No South Korean president has failed to finish a term since the current democratic system was introduced in 1987.

South Korean President Park Geun-hye asked parliament on Tuesday to find a way for her to give up power after allegations that she is being influenced by a close friend.

Park is facing the worst crisis of her four-year presidency and is under pressure to resign. It is alleged her close friend Choi Soon-sil meddled in state affairs and forced companies to donate funds to non-profit foundations.

"I will leave to parliament everything about my future including shortening of my term," Park said in a brief televised speech.

"I will step down from my position according to the law once a way is formed to pass on the administration in a stable manner that will also minimise political unrest and vacuum after ruling and opposition parties' discussion."

Park has previously apologised for being careless in her friendship ties with Choi Soon-sil but refused to step down.

Park’s decision comes two days before parliament is set to vote on whether she should be impeached.

South Korea's main opposition the Democratic Party has already rejected her offer which they described as a tactic to escape being impeached.

"She is handing the ball to parliament, when she could simply step down," Democratic Party lawmaker, Park Kwang-on said.

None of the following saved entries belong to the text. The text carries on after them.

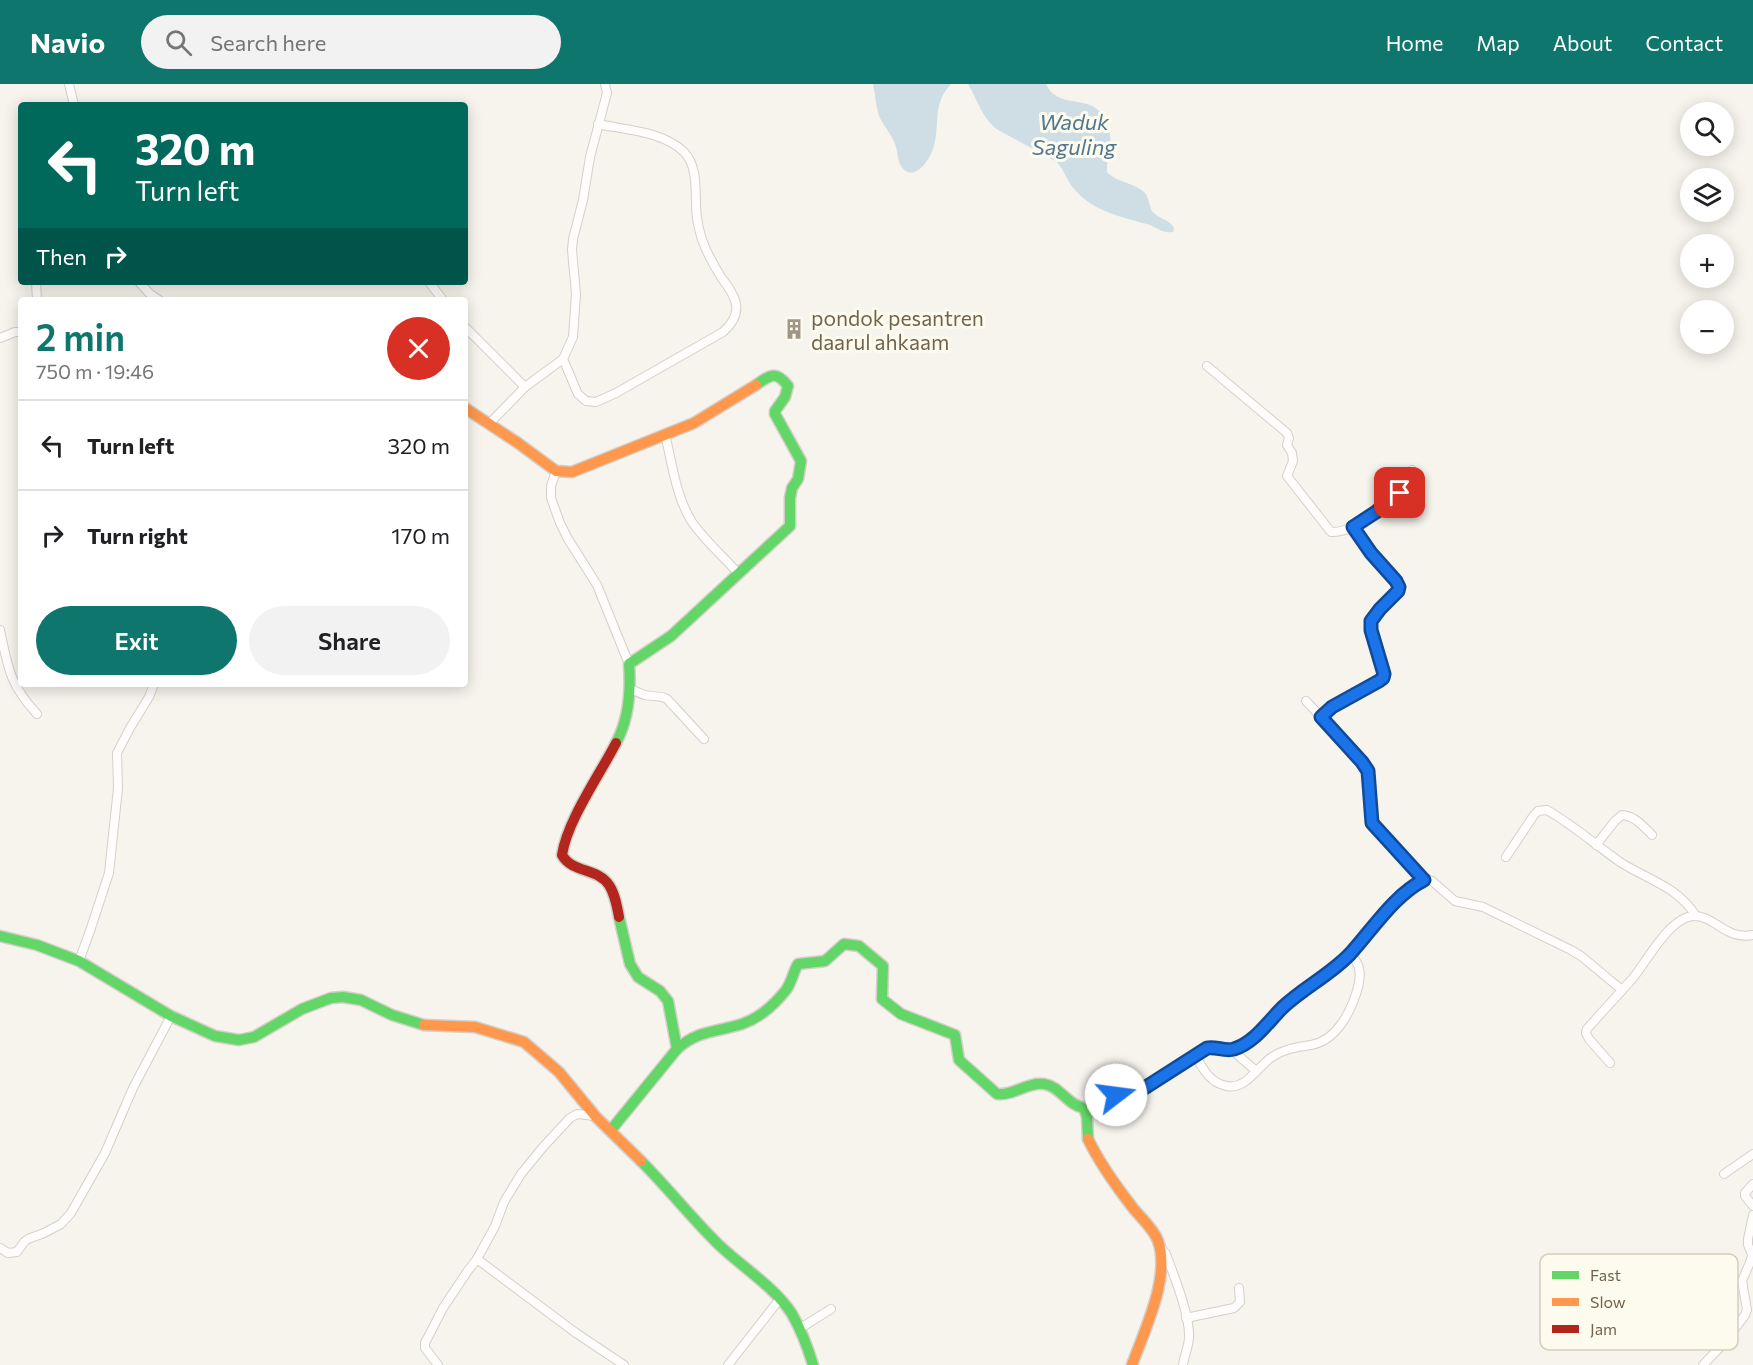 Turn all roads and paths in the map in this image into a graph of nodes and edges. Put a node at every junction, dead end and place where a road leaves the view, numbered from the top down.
1 (69, 84) edge
2 (605, 84) edge
3 (73, 102) edge
4 (598, 124) junction
5 (142, 285) edge
6 (431, 285) edge
7 (154, 297) edge
8 (441, 297) edge
9 (468, 330) edge
10 (18, 332) edge
11 (0, 338) edge
12 (563, 359) junction
13 (1207, 366) dead end
14 (525, 387) junction
15 (468, 410) edge
16 (489, 424) junction
17 (665, 434) junction
18 (1412, 470) dead end
19 (556, 471) junction
20 (1353, 527) junction
21 (739, 574) junction
22 (0, 630) edge
23 (629, 664) junction
24 (153, 687) edge
25 (630, 690) junction
26 (1306, 701) dead end
27 (37, 714) dead end
28 (1321, 717) junction
29 (704, 740) dead end
30 (1652, 835) dead end
31 (1596, 845) junction
32 (1506, 857) dead end
33 (1424, 880) junction
34 (1696, 916) junction
35 (1753, 935) edge
36 (0, 936) edge
37 (1350, 954) junction
38 (79, 961) junction
39 (1622, 990) junction
40 (171, 1016) junction
41 (677, 1049) junction
42 (1232, 1050) junction
43 (1195, 1055) junction
44 (1610, 1063) dead end
45 (1256, 1071) junction
46 (1084, 1108) junction
47 (596, 1117) junction
48 (611, 1130) junction
49 (1753, 1154) edge
50 (1724, 1174) dead end
51 (1753, 1184) edge
52 (1753, 1206) edge
53 (1753, 1215) edge
54 (0, 1248) edge
55 (1162, 1249) junction
56 (477, 1259) junction
57 (1239, 1288) dead end
58 (779, 1300) junction
59 (831, 1309) dead end
60 (1747, 1310) junction
61 (1186, 1318) junction
62 (1753, 1318) edge
63 (1738, 1324) edge
64 (799, 1329) junction
65 (1717, 1350) edge
66 (438, 1365) edge
67 (624, 1365) edge
68 (728, 1365) edge
69 (813, 1365) edge
70 (1132, 1365) edge
71 (1183, 1365) edge
72 (1703, 1365) edge

1 - 3 street
2 - 4 street
4 - 12 street
4 - 12 street
5 - 7 street
6 - 8 street
9 - 14 street
10 - 11 street
12 - 14 street
13 - 20 street
14 - 16 street
15 - 16 street
16 - 19 street
17 - 19 street
17 - 21 street
17 - 21 street
18 - 20 street
19 - 23 street
20 - 28 street
21 - 23 street
22 - 27 street
23 - 25 street
24 - 38 street
25 - 29 street
25 - 41 street
26 - 28 street
28 - 33 street
30 - 31 street
31 - 32 street
31 - 34 street
33 - 37 street
33 - 39 street
34 - 35 street
34 - 39 street
36 - 38 street
37 - 42 street
37 - 45 street
38 - 40 street
39 - 44 street
40 - 47 street
40 - 54 street
41 - 46 street
41 - 48 street
42 - 43 street
42 - 45 street
43 - 45 street
43 - 46 street
46 - 55 street
47 - 48 street
47 - 56 street
48 - 58 street
49 - 50 street
51 - 52 street
53 - 60 street
55 - 61 street
55 - 70 street
56 - 66 street
56 - 67 street
57 - 61 street
58 - 64 street
58 - 68 street
59 - 64 street
60 - 62 street
60 - 63 street
61 - 71 street
64 - 69 street
65 - 72 street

"She is asking the parliament to pick a date for her to resign, which she knows would lead to a discussion on when to hold the presidential election and delay everything."

A political science professor at Myongji University Shin Yul also agreed. 

"She doesn't want the parliament to impeach her and she doesn't think that the parliament can soon reach an agreement, so she is making things complicated and trying to shift some of her blame to the parliament," Yul said.

Hundreds of thousands rallied on Saturday, for the fifth weekend in a row, calling for Park's resignation.

Park’s term in office is scheduled to end in February 2018. No South Korean president has failed to complete a term since the current democratic system was implemented in 1987.

If Park is impeached or steps down, an election would be held in 60 days to nominate a president to serve a five-year term.